_Supplied information_
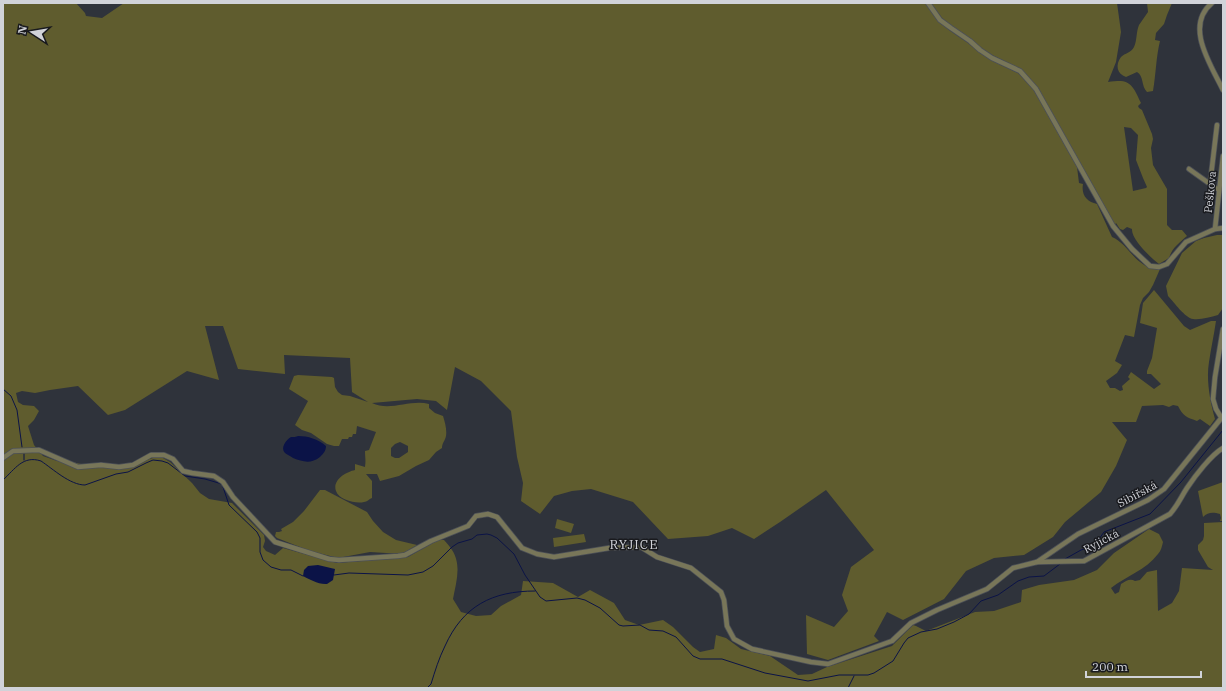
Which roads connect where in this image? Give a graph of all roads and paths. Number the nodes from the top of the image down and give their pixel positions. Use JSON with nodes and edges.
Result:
{"nodes":[{"id":1,"x":928,"y":3,"type":"edge"},
{"id":2,"x":1212,"y":3,"type":"edge"},
{"id":3,"x":1223,"y":90,"type":"edge"},
{"id":4,"x":1217,"y":124,"type":"dead end"},
{"id":5,"x":1223,"y":156,"type":"edge"},
{"id":6,"x":1190,"y":169,"type":"dead end"},
{"id":7,"x":1210,"y":184,"type":"junction"},
{"id":8,"x":1219,"y":190,"type":"junction"},
{"id":9,"x":1223,"y":228,"type":"edge"},
{"id":10,"x":1215,"y":229,"type":"junction"},
{"id":11,"x":1223,"y":329,"type":"edge"},
{"id":12,"x":1222,"y":417,"type":"edge"},
{"id":13,"x":1223,"y":448,"type":"edge"},
{"id":14,"x":3,"y":458,"type":"edge"},
{"id":15,"x":1037,"y":562,"type":"junction"}],
"edges":[{"from":1,"to":10,"type":"street"},
{"from":2,"to":3,"type":"street"},
{"from":4,"to":7,"type":"street"},
{"from":5,"to":8,"type":"street","name":"Peškova"},
{"from":6,"to":7,"type":"street"},
{"from":7,"to":8,"type":"street"},
{"from":8,"to":10,"type":"street","name":"Peškova"},
{"from":9,"to":10,"type":"street"},
{"from":11,"to":12,"type":"street"},
{"from":12,"to":15,"type":"street","name":"Sibiřská"},
{"from":13,"to":15,"type":"street","name":"Ryjická"},
{"from":14,"to":15,"type":"street","name":"Ryjická"}]}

_What the task asks_
Copy out every line above where "name" is present.

_Solution to this problem_
{"from":5,"to":8,"type":"street","name":"Peškova"},
{"from":8,"to":10,"type":"street","name":"Peškova"},
{"from":12,"to":15,"type":"street","name":"Sibiřská"},
{"from":13,"to":15,"type":"street","name":"Ryjická"},
{"from":14,"to":15,"type":"street","name":"Ryjická"}]}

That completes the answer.